The U.S. was well aware this was bound to happen.

American officials said earlier that they were concerned about potential human-rights abuses by Shiite forces if they took control of the predominantly Sunni city...

“It’s bad,” said one U.S. military official. “This is not what we want. This is not what [Iraqi Prime Minister Haider] al-Abadi wants. And we’re going to express our concerns.”

Why are we supporting one side over the other when they all act the same? The U.S. dream that Iraq will form an inclusive government is nothing but a fantasy. We have no more legitimate reason to become entrenched in a war in Iraq now than we did in 2003. If ISIS gets defeated, another group just as violent will take its place. The Middle East needs to solve its own crises and the U.S. needs to stop trying to impose democracy on the rest of the world. We have more pressing needs for our dollars than feeding an insatiable defense industry that makes war machinery.

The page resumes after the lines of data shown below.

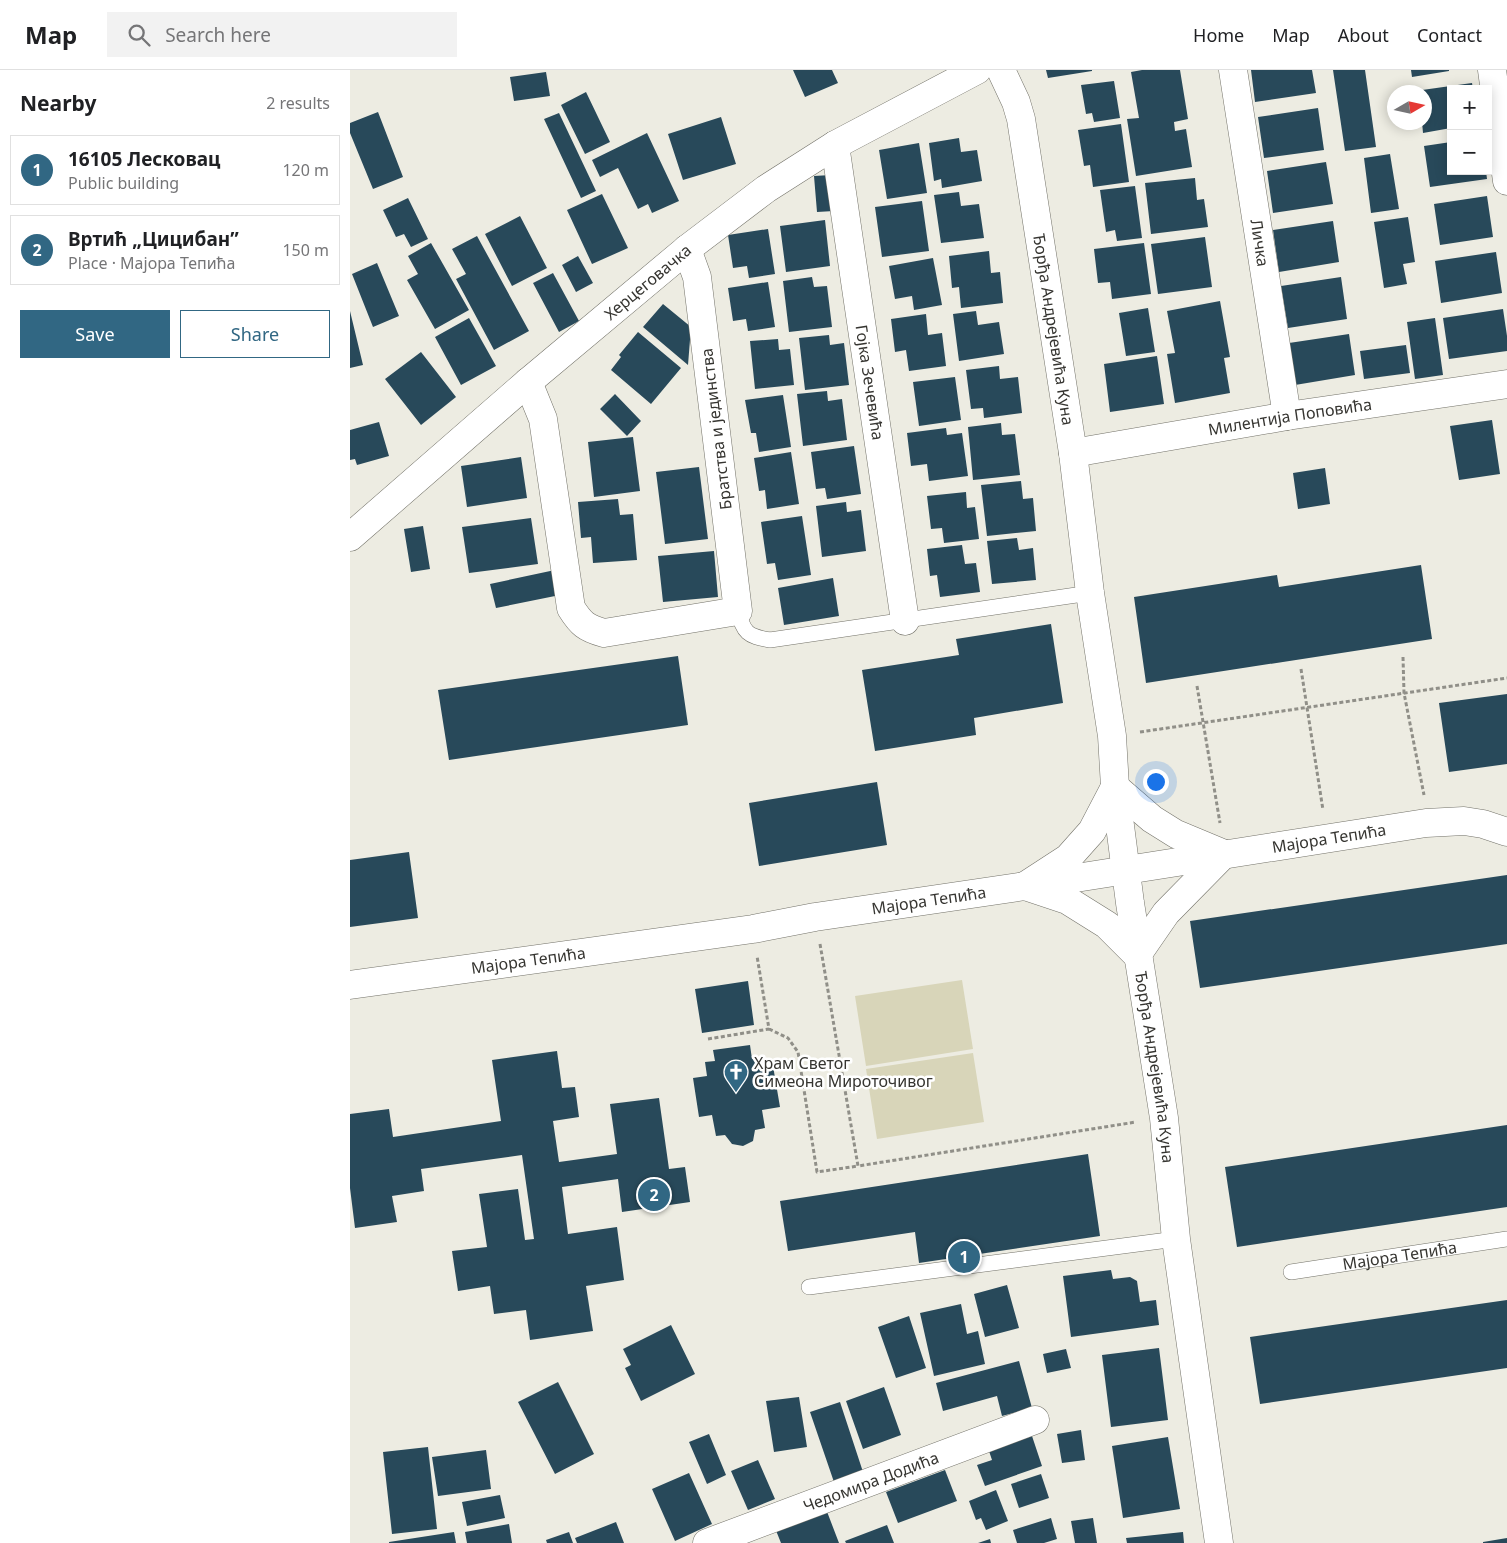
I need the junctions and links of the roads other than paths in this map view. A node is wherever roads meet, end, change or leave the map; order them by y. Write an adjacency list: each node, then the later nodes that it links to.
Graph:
1 (977, 70): 5 (street, Херцеговачка)
2 (1001, 70): 11 (street, Ђорђа Андрејевића Куна)
3 (1233, 70): 10 (street, Личка)
4 (1492, 70): 6 (street)
5 (835, 145): 7 (street, Херцеговачка); 15 (street, Гојка Зечевића)
6 (1507, 181)
7 (687, 250): 8 (street, Херцеговачка); 14 (street, Братства и јединства)
8 (528, 382): 12 (street, Херцеговачка); 14 (street)
9 (1507, 384): 10 (street, Милентија Поповића)
10 (1287, 416): 11 (street, Милентија Поповића)
11 (1073, 453): 13 (street, Ђорђа Андрејевића Куна)
12 (350, 537)
13 (1090, 593): 15 (lane); 16 (street, Ђорђа Андрејевића Куна)
14 (738, 611): 15 (lane)
15 (905, 621)
16 (1115, 787): 18 (street); 19 (street, Ђорђа Андрејевића Куна); 20 (street)
17 (1507, 832): 18 (street, Мајора Тепића)
18 (1222, 841): 19 (street, Мајора Тепића); 21 (street)
19 (1126, 870): 20 (street, Мајора Тепића); 21 (street, Ђорђа Андрејевића Куна)
20 (1025, 886): 21 (street); 22 (street, Мајора Тепића)
21 (1137, 954): 23 (street, Ђорђа Андрејевића Куна)
22 (350, 985)
23 (1176, 1239): 26 (lane); 29 (street, Ђорђа Андрејевића Куна)
24 (1507, 1239): 25 (lane, Мајора Тепића)
25 (1291, 1272)
26 (809, 1287)
27 (1035, 1420): 28 (street, Чедомира Додића)
28 (707, 1543)
29 (1219, 1543)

According to the New York Times, the Iraqi forces are not strong enough to beat ISIS in Tikrit or anywhere else. So the U.S. has developed a "template" under which our airstrikes pave the way for the Iran backed Shi'a militias to do what the Iraqi forces cannot. The "template" is:

American airstrikes and Iranian-backed ground assaults, with the Iraqi military serving as the go-between for two global adversaries that do not want to publicly acknowledge that they are working together.

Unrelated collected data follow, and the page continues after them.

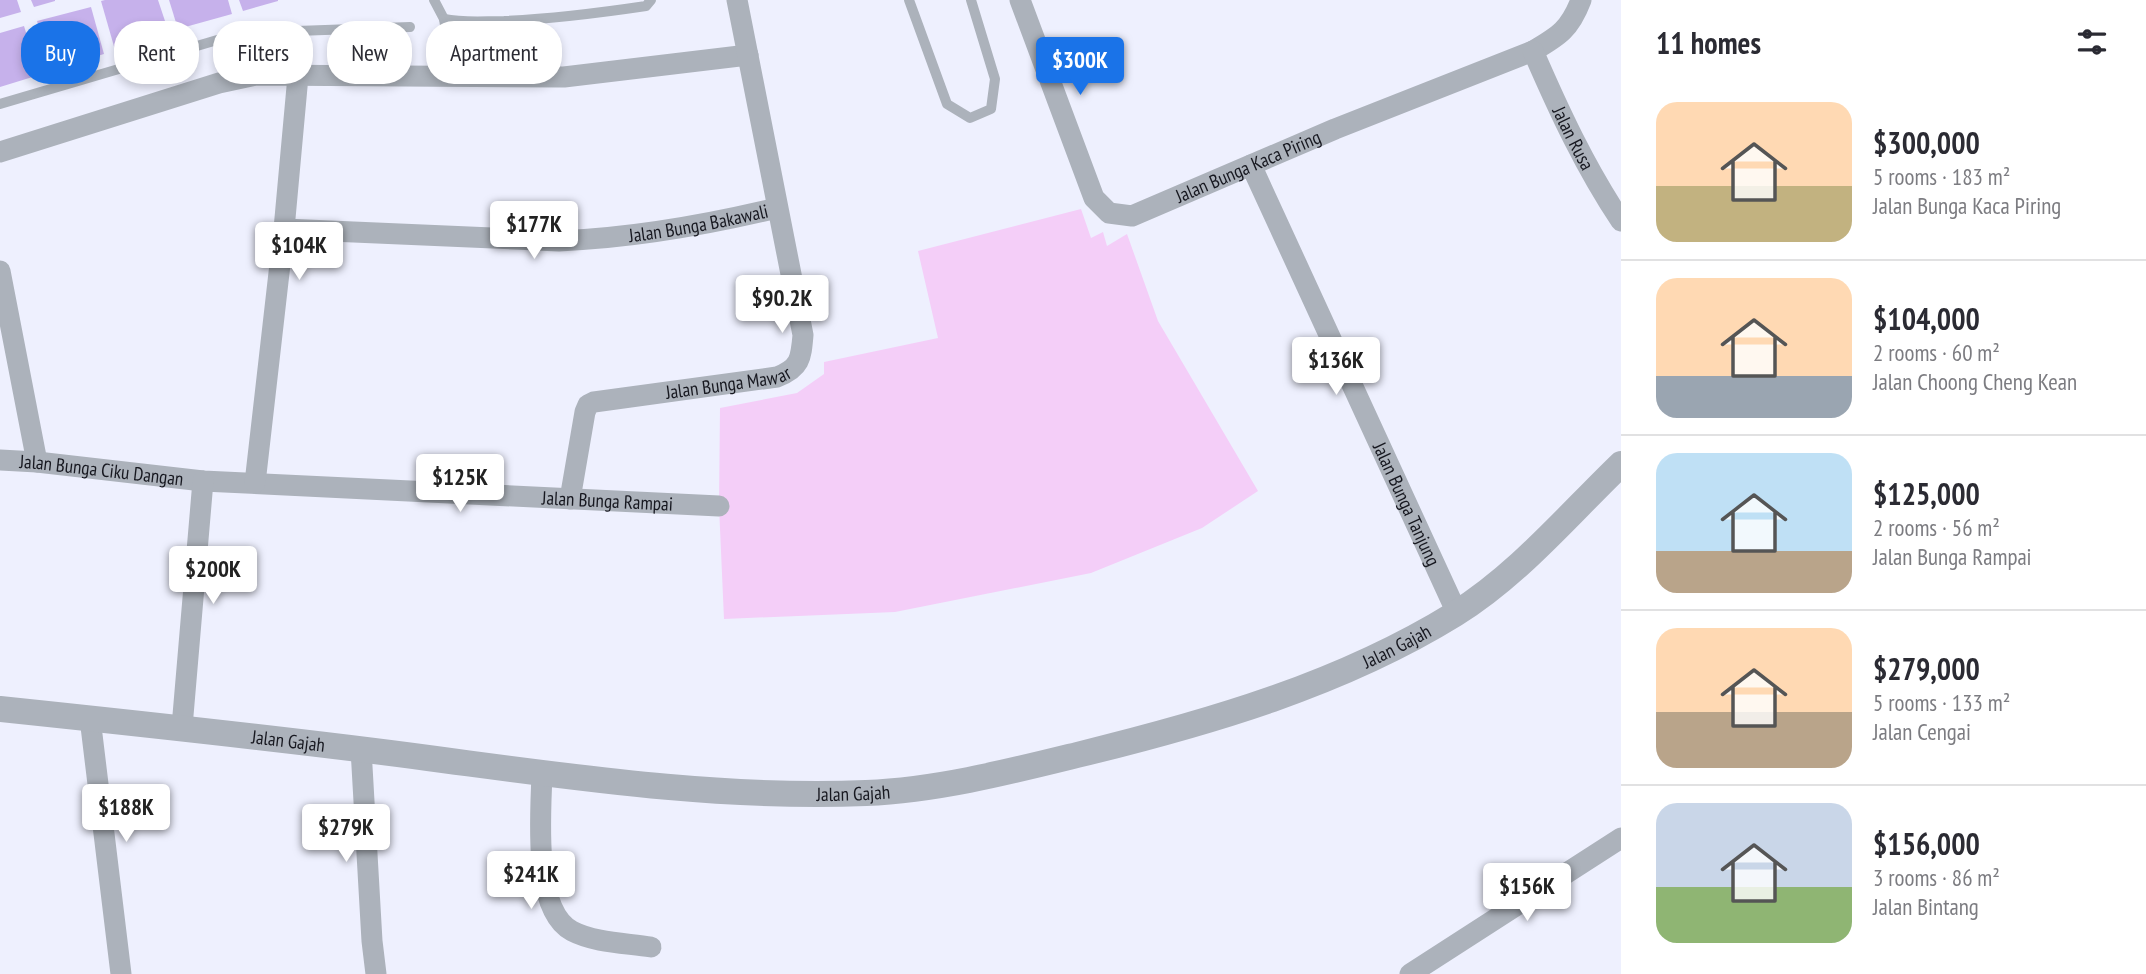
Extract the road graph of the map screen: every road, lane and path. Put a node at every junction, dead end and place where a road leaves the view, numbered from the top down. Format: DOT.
graph roads {
  1 [pos="434,0"];
  2 [pos="651,0"];
  3 [pos="737,0"];
  4 [pos="909,0"];
  5 [pos="971,0"];
  6 [pos="1020,0"];
  7 [pos="1581,0"];
  8 [pos="444,19"];
  9 [pos="327,29"];
  10 [pos="1533,51"];
  11 [pos="748,55"];
  12 [pos="313,76"];
  13 [pos="426,76"];
  14 [pos="562,77"];
  15 [pos="217,84"];
  16 [pos="297,84"];
  17 [pos="0,104"];
  18 [pos="0,152"];
  19 [pos="1251,165"];
  20 [pos="777,208"];
  21 [pos="1621,221"];
  22 [pos="284,229"];
  23 [pos="0,271"];
  24 [pos="0,460"];
  25 [pos="37,461"];
  26 [pos="1617,476"];
  27 [pos="203,481"];
  28 [pos="256,483"];
  29 [pos="570,499"];
  30 [pos="719,506"];
  31 [pos="1457,613"];
  32 [pos="0,709"];
  33 [pos="90,718"];
  34 [pos="182,727"];
  35 [pos="361,749"];
  36 [pos="542,773"];
  37 [pos="1621,838"];
  38 [pos="651,947"];
  39 [pos="121,974"];
  40 [pos="376,974"];
  41 [pos="1410,974"];
  1 -- 8 [label="lane"];
  2 -- 8 [label="lane"];
  3 -- 11 [label="street, Jalan Bunga Mawar"];
  4 -- 5 [label="lane"];
  6 -- 19 [label="street, Jalan Bunga Kaca Piring"];
  7 -- 10 [label="street, Jalan Bunga Kaca Piring"];
  9 -- 17 [label="lane"];
  10 -- 19 [label="street, Jalan Bunga Kaca Piring"];
  10 -- 21 [label="street, Jalan Rusa"];
  11 -- 14 [label="street"];
  11 -- 20 [label="street, Jalan Bunga Mawar"];
  12 -- 13 [label="street"];
  15 -- 18 [label="street"];
  16 -- 22 [label="street"];
  19 -- 31 [label="street, Jalan Bunga Tanjung"];
  20 -- 22 [label="street, Jalan Bunga Bakawali"];
  20 -- 29 [label="street, Jalan Bunga Mawar"];
  22 -- 28 [label="street"];
  23 -- 25 [label="street"];
  24 -- 25 [label="street, Jalan Bunga Ciku Dangan"];
  25 -- 27 [label="street, Jalan Bunga Ciku Dangan"];
  26 -- 31 [label="street, Jalan Gajah"];
  27 -- 28 [label="street, Jalan Bunga Rampai"];
  27 -- 34 [label="street"];
  28 -- 29 [label="street, Jalan Bunga Rampai"];
  29 -- 30 [label="street, Jalan Bunga Rampai"];
  31 -- 36 [label="street, Jalan Gajah"];
  32 -- 33 [label="street, Jalan Gajah"];
  33 -- 34 [label="street, Jalan Gajah"];
  33 -- 39 [label="street"];
  34 -- 35 [label="street, Jalan Gajah"];
  35 -- 36 [label="street, Jalan Gajah"];
  35 -- 40 [label="street"];
  36 -- 38 [label="street"];
  37 -- 41 [label="street"];
}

This template is likely to repeat itself in Mosul:

The template, American officials said privately this week, could apply in particular to the looming battle to retake Mosul, Iraq’s second-largest city. Given that President Obama has ruled out the use of American ground troops in Iraq, and that the Iraqi military remains ill-trained for urban warfare, the fight for Mosul will require some combination of American air power, Iranian-backed Shiite militias, Iraqi military forces and perhaps Kurdish pesh merga fighters.

“You can see where this is going,” a senior Pentagon official said, speaking on the condition of anonymity. “Are the Iraqi forces ready yet? I would say no.”

The shorter version of this all is we are now in bed with Iran.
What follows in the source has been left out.